Schneider Electric a entamé sa transition vers l’économie circulaire dès 2015. Le processus est complexe, lent, mais incontournable. Les premières gammes d’appareillages basse tension, issus de l’une des cinq approches de la circularité mis en œuvre par Schneider Electric, sont désormais proposés à son catalogue. Nous avons visité deux usines près de Grenoble où cette réorientation est à l’œuvre.

 

 

 

 

 

Un point de vocabulaire pour commencer

Dans le cadre de son tropisme anglophone, Schneider Electric distingue cinq processus d’économie circulaire :

– le recyclage consiste à démembrer les produits en fin de vie pour réutiliser certains composants et en valoriser d’autres en matières premières, dans le but de réduire les émissions de CO2 lors de la fabrication de nouveaux produits ;

– Le reconditionnement ou "Checked & repacked by Schneider Electric" consiste à remettre en circulation des équipements produits, livrés, mais jamais utilisés.
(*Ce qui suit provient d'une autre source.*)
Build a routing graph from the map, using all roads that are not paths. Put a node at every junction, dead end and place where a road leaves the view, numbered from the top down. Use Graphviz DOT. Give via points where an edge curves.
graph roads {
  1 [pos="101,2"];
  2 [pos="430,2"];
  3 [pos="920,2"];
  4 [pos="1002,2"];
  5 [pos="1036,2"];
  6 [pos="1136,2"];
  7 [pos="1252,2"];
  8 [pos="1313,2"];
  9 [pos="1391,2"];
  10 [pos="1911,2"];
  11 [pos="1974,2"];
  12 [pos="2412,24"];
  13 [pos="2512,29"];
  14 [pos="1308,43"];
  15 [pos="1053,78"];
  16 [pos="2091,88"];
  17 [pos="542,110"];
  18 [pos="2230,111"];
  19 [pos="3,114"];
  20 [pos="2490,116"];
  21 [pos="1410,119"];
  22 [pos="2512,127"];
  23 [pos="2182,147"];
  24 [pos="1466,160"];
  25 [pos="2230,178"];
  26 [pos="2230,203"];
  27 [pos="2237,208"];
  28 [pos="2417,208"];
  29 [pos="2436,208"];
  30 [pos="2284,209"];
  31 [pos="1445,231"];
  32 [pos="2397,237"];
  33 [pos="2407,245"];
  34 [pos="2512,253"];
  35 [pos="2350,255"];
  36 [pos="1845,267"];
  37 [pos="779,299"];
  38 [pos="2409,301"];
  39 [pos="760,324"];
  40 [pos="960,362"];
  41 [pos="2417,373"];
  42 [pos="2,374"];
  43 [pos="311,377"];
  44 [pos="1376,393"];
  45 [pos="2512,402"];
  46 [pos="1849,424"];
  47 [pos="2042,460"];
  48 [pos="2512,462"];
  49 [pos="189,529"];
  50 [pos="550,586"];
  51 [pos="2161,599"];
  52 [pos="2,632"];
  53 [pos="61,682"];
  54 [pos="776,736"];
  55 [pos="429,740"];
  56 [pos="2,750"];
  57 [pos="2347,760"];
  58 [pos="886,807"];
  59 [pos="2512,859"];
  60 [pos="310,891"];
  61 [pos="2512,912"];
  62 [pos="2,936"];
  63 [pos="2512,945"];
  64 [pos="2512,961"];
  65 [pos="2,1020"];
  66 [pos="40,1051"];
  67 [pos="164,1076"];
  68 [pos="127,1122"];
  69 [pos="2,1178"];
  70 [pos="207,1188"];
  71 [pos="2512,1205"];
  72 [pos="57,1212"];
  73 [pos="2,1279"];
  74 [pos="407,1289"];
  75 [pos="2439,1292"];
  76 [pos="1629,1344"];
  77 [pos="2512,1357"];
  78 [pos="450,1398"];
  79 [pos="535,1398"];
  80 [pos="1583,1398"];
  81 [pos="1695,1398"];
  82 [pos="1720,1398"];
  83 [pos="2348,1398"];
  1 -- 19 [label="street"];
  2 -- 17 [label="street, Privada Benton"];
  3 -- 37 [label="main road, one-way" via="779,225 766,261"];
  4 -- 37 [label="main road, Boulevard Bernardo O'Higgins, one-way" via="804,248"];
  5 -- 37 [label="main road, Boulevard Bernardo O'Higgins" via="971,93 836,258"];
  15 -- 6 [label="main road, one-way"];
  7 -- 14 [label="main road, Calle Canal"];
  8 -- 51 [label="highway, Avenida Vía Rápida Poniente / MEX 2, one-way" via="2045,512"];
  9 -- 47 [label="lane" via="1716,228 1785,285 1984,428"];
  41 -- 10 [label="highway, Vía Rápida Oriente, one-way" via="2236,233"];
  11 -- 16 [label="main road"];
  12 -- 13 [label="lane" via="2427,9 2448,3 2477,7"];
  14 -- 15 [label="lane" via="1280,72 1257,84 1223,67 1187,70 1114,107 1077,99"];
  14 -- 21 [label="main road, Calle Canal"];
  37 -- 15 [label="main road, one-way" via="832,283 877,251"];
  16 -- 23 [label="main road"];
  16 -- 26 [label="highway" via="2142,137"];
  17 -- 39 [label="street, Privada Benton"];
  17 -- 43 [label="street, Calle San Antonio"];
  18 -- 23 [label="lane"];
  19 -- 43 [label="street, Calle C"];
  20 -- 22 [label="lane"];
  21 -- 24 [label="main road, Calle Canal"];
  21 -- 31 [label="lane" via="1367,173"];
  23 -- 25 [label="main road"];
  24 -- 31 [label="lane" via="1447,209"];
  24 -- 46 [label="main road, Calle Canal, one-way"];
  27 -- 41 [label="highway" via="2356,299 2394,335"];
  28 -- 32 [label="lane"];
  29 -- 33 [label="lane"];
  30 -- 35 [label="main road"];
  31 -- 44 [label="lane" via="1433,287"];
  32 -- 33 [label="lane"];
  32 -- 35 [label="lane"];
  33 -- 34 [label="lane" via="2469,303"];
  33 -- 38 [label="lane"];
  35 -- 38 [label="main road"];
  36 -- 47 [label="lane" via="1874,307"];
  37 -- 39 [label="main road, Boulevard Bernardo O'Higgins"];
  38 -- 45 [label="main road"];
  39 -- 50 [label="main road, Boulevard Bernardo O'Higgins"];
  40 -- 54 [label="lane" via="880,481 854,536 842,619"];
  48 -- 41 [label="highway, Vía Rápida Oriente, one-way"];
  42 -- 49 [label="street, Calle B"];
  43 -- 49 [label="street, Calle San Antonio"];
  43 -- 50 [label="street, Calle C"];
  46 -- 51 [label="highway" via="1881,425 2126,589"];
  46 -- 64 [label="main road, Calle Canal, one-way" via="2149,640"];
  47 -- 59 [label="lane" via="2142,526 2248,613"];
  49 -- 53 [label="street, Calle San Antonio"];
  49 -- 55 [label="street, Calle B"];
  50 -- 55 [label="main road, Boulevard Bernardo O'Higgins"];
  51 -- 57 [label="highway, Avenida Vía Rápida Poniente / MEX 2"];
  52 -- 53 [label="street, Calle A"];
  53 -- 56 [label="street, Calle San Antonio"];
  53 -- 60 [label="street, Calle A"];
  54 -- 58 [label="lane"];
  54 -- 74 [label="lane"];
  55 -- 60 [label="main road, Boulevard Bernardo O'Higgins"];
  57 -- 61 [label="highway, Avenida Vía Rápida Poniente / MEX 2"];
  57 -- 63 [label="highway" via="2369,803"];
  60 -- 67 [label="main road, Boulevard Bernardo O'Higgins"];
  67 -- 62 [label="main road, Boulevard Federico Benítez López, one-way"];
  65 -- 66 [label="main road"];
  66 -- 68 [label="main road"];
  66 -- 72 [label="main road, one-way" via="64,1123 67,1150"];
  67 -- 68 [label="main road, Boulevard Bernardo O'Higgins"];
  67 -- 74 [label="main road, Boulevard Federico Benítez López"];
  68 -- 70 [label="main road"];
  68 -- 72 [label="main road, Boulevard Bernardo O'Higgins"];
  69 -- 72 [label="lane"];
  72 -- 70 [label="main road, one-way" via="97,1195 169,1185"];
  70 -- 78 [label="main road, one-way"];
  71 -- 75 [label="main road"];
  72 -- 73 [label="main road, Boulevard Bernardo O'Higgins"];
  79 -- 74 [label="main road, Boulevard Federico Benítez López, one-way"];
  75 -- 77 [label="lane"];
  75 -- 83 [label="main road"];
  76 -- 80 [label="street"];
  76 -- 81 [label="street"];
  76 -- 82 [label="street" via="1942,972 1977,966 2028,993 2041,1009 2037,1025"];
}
Cela concerne les produits "non-énergisés" : les retours de SAV, conditionnés dans des emballages abîmés, commandés, livrés, mais pour diverses raisons, jamais mis en service ;

– Le réemploi ou "Refurbished by Schneider Electric" consiste à remettre en service et/ou à moderniser des produits énergisés (déjà utilisés) en changeant les pièces d’usure et les pièces critiques ;

– La modernisation ou retrofit revient à éviter l’achat d’un équipement neuf, tout en apportant de nouvelles fonctionnalités et des innovations techniques à un équipement existant ;

– La maintenance, enfin, consiste à prolonger la durée de vie des équipements installés grâce à des programmes de maintenance et de réparation adaptés.

 

Mettre en œuvre ces cinq processus suppose de profondes modifications dans l’organisation de l’entreprise. En ce qui concerne les flux logistiques d’abord, au lieu de simplement livrer des distributeurs ou des clients finaux, il faut en plus organiser la collecte des appareils chez l’utilisateur. Cet utilisateur était client, il devient fournisseur d’un équipement à remettre à niveau ou à démembrer : nouvelle relation contractuelle.

Il faut aussi développer de nouvelles activités : examiner les produits retournés, réaliser un diagnostic pour les diriger vers le reconditionnement, le réemploi, la modernisation ou le recyclage. Les usines doivent être réorganisées en conséquence : dégager de la place pour ces produits, créer des chaînes d’analyse, puis de modification des produits. Il faut également former du personnel aux nouvelles compétences requises, notamment l’analyse des produits retournés. Sans compter, naviguer à travers la réglementation et parvenir à certifier les performances des produits issus de l’économie circulaire. Bref, c’est compliqué, mais, selon Schneider Electric, c’est indispensable. L’entreprise a d’ailleurs créé deux labels internes checked & repacked et refurbished pour faciliter le choix des clients. Le prix de ventes des appareils issus de ces deux processus n’est pas plus élevé que celui des produits neufs, même si le processus de remise en état s’avère, pour l’heure, plus coûteux que la fabrication d’un produit entièrement neuf. Pour illustrer cette démarche, nous avons visité deux sites près de Grenoble : l’usine MasterTech à Moirans et le site de Fontanil-Cornillon.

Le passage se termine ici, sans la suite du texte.